Lib. i, p. 30, et lib. 5. pag. 313. [cf. Vitruv., x. 11; Philon. Jud. p. 325;
D. Strab. 17, p. 807-819.] Mais comme, malgré tous ces canaux, il reste encore bien des terres dans des lieux élevés, qui ne peuvent point avoir part à l'inondation du Nil, on y a pourvu par le moyen des pompes en forme de vis, qu'on fait tourner par des bœufs pour faire entrer l'eau dans des tuyaux qui la conduisent dans ces terres. Diodore parle d'une pareille machine, inventée par Archimède dans le voyage qu'il fit en Égypte, et qu'on appelle cochlia ægyptia.

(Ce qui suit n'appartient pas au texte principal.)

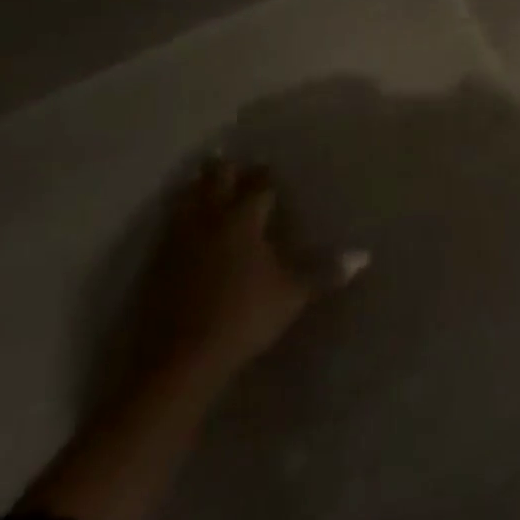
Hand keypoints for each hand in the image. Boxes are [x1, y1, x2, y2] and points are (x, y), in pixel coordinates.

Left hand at [133, 158, 367, 395]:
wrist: (179, 360)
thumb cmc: (243, 318)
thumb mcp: (291, 295)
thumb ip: (325, 273)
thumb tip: (363, 256)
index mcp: (244, 218)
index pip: (258, 185)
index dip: (265, 175)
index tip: (270, 168)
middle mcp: (211, 218)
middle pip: (217, 180)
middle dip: (226, 168)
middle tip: (232, 160)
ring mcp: (179, 239)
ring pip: (186, 198)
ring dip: (196, 187)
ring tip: (200, 179)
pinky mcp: (156, 264)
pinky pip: (168, 226)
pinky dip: (176, 216)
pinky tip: (178, 224)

Fécondité causée par le Nil.
Il n'y a point de pays dans le monde où la terre soit plus féconde qu'en Égypte; et c'est au Nil qu'elle doit sa fécondité [61]. Car, au lieu que les autres fleuves emportent le suc des terres et les épuisent en les inondant, celui-ci, au contraire, par un heureux limon qu'il traîne avec lui, les engraisse et les fertilise de telle sorte, qu'il suffit pour réparer les forces que la moisson précédente leur a fait perdre. Le laboureur, dans ce pays-là, ne se fatigue point à tracer avec le soc de la charrue de pénibles sillons, ni à rompre les mottes de terre. Dès que le Nil est retiré, il n'a qu'à retourner la terre, en y mêlant un peu de sable pour en diminuer la force; après quoi il la sème sans peine, et presque sans frais. Deux mois après, elle est couverte de toutes sortes de grains et de légumes. On sème ordinairement dans les mois d'octobre et de novembre, à mesure que les eaux se sont écoulées, et on fait la moisson dans les mois de mars et d'avril.

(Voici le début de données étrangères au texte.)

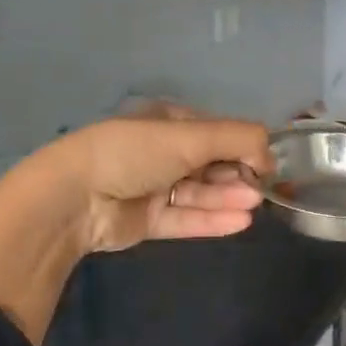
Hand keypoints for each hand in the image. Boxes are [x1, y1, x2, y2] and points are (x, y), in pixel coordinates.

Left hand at [56, 110, 273, 253]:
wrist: (75, 198)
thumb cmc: (134, 153)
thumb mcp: (190, 136)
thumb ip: (238, 139)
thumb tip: (270, 154)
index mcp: (166, 122)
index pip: (215, 132)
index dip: (242, 145)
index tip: (266, 162)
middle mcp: (160, 152)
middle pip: (210, 164)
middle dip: (237, 175)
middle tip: (261, 189)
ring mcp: (153, 187)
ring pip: (199, 193)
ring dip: (228, 198)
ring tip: (254, 206)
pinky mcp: (147, 220)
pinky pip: (186, 218)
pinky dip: (212, 219)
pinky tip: (240, 223)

[Note 61: ][ (retour) ] «Quum cæteri amnes abluant terras et eviscerent, Nilus adeò nihil exedit, nec abradit, ut contrà adjiciat vires.... Ita juvat agros duabus ex causis, et quòd inundat, et quòd oblimat.» SENEC. Nat. Quæst., l. 4, c. 2 [§ 10].

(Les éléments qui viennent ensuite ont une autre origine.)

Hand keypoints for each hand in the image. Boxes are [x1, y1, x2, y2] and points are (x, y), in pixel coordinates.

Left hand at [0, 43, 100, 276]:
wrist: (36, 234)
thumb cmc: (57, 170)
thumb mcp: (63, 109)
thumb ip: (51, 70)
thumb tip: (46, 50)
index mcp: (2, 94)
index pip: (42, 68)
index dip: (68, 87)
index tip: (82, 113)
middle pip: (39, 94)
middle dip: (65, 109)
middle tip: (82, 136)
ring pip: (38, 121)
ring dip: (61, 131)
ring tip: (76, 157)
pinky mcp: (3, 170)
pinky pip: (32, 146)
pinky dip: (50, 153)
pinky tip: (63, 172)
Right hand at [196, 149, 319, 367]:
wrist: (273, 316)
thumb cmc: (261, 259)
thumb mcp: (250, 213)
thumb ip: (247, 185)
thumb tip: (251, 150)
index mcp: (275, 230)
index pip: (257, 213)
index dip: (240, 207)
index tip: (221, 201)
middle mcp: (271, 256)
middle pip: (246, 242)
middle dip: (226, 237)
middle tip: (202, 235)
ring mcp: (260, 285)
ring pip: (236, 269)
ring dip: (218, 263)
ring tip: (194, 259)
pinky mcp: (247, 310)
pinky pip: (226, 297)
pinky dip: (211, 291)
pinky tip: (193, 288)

Une même terre porte dans une même année trois ou quatre sortes de fruits différents. On y sème des laitues et des concombres, ensuite du blé; et, après la moisson, différents légumes qui sont particuliers à l'Égypte. Comme la chaleur du soleil y est extrême, et la pluie très-rare, on conçoit aisément que l'humidité de la terre serait bientôt desséchée, les grains et les légumes brûlés par une ardeur si vive, sans le secours des canaux et des réservoirs dont l'Égypte est toute remplie, et qui, par les saignées et les coupures que l'on a eu soin d'y faire, fournissent abondamment de quoi humecter et rafraîchir les campagnes et les jardins.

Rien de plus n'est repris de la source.